Студенческие времена Теодора оказались на удивление скупы на материалы. Никаких следов его участия в партии трех дней и ночей зафиксировано не было (ага, порадовался Теодор, не так уж зорко око всевидящее). Не было и упоминания о часто рассказываемом им в ту пору анекдоте, в котором Сталин предлагает Горькому переименовать роман «Мать» в «Отец». Ответ Сталина сомневающемуся Горькому Теодор, изображавший участников беседы в лицах, представлял слушателям с особым старанием. «А ви папитайтесь, таварищ Горький. Папитка – не питка. Я правильно говорю, товарищ Берия?» (Вот так, опять злорадствует Теодор, среди донских казаков, с которыми он учился, – потомков бывшей опоры царизма – не было ваших глаз.) Единственный документ в деле относится к его письму однокласснице, в котором он предлагал план переустройства Советского Союза – проблема, очень занимавшая его в то время. С одноклассницей вскоре провели воспитательную беседу «где положено», о чем она ему и рассказала при
встрече, а его самого не тронули. Почему? – удивлялся тогда Теодор. Сейчас он находит ответ в этой папке.

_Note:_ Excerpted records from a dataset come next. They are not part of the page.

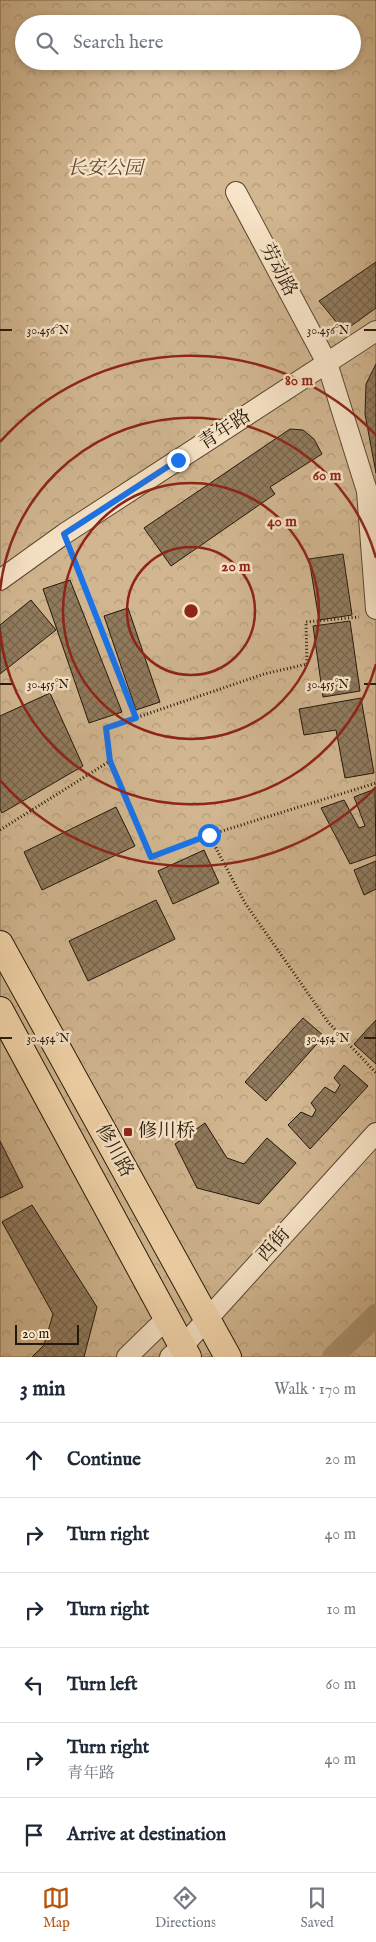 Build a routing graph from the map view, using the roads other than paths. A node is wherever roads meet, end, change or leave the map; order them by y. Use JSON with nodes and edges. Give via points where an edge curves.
{"nodes":[{"id":1,"x":236,"y":192,"type":"dead end"},
{"id":2,"x":376,"y":331,"type":"edge"},
{"id":3,"x":327,"y":363,"type":"junction"},
{"id":4,"x":0,"y":580,"type":"edge"},
{"id":5,"x":372,"y":612,"type":"edge"},
{"id":6,"x":0,"y":944,"type":"edge"},
{"id":7,"x":0,"y":1010,"type":"edge"},
{"id":8,"x":376,"y":1133,"type":"edge"},
{"id":9,"x":166,"y":1319,"type":"junction"},
{"id":10,"x":207,"y":1319,"type":"junction"},
{"id":11,"x":180,"y":1354,"type":"edge"},
{"id":12,"x":127,"y":1357,"type":"edge"},
{"id":13,"x":228,"y":1357,"type":"edge"}],
"edges":[{"from":1,"to":3,"type":"street","name":"劳动路"},
{"from":2,"to":3,"type":"street","name":"青年路"},
{"from":3,"to":4,"type":"street","name":"青年路","via":[[64,534]]},
{"from":3,"to":5,"type":"street","name":"劳动路","via":[[366,491]]},
{"from":6,"to":10,"type":"main road","name":"修川路"},
{"from":7,"to":9,"type":"main road","name":"修川路"},
{"from":8,"to":10,"type":"street","name":"西街"},
{"from":9,"to":11,"type":"main road","name":"修川路"},
{"from":9,"to":12,"type":"street"},
{"from":10,"to":11,"type":"street","name":"西街"},
{"from":10,"to":13,"type":"main road","name":"修川路"}]}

– В работу? – спросил курсант Пронин курсанта старшего курса Громочастного (Володя выбрал Теодора для курсовой работы по внутренней безопасности).

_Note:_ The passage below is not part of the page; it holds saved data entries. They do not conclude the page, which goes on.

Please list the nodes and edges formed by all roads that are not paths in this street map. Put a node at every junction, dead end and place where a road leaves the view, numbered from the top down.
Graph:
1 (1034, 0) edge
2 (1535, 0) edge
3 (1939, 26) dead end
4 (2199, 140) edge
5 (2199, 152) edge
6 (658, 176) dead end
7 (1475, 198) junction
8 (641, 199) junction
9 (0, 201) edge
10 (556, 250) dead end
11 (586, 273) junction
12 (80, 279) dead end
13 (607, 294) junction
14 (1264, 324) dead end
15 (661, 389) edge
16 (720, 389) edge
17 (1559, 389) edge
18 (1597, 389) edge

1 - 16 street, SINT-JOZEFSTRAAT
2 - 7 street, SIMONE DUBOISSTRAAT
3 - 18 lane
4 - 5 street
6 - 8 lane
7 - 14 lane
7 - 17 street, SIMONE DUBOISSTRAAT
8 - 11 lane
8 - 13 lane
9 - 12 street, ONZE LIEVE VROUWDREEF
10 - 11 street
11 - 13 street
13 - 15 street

– Что он там изучает? – спросил курсант Громочастный.
– Электронику, – ответил курсант Пронин с уважением.
– А эта ваша одноклассница?
– Русскую литературу.
– Тоже из «теодоров»?
– Да.
– Вот ее и берем в работу. А у Теодора какие оценки по электронике?
– В первом семестре было «хорошо», а во втором – «отлично», – сказал Владимир не без зависти.
– Понятно. У него гуманитарно-математический склад ума, а в электронике имеется физическое начало. Вот ему и далось не сразу, но ничего, молодец, преодолел. Не трогать! Пусть изучает электронику.
Курсант Пронин посмотрел на будущего полковника с удивлением и уважением. Он обожал в старшем товарище изощренность ума.
Дальше начинался период трудовой деятельности Теодора. На скорейшем оформлении допуска к совершенно секретным документам настоял лейтенант Громочастный.
– Теперь никуда не денется, никуда не сможет уехать, не просидев на карантине лет пять продавцом билетов в общественной бане, – сказал он, – а на это Теодор не пойдет, кишка тонка.
– Никуда не денется, влюбится и женится, – пропел лейтенант Громочастный, почти не сфальшивив, и рассмеялся, но не самой шутке, а ее избитости.
– Теодор ищет другую работу, – доложил через два года лейтенант Пронин старшему лейтенанту Громочастному.
– Почему?
– Заскучал.
– Чем он занят сейчас?
– Оборонный проект, что-то со стратегическими ракетами морского базирования. Что точно, не знаю, там особист немного не в себе, то ли и от нас скрывает, то ли сам толком не знает.
– Работает Теодор хорошо?
– Начальство им довольно.
– Вот и пусть работает, перекройте ему все выходы. Сколько предприятий в городе могут его заинтересовать?
– Шесть, семь от силы.
– Обзвони все. Предупреди.
– Будет сделано. У нас последняя его фотография – только со студенческой поры. Поэт ни дать ни взять, – хихикнул Пронин, – он эту фотографию охотно девушкам дарил.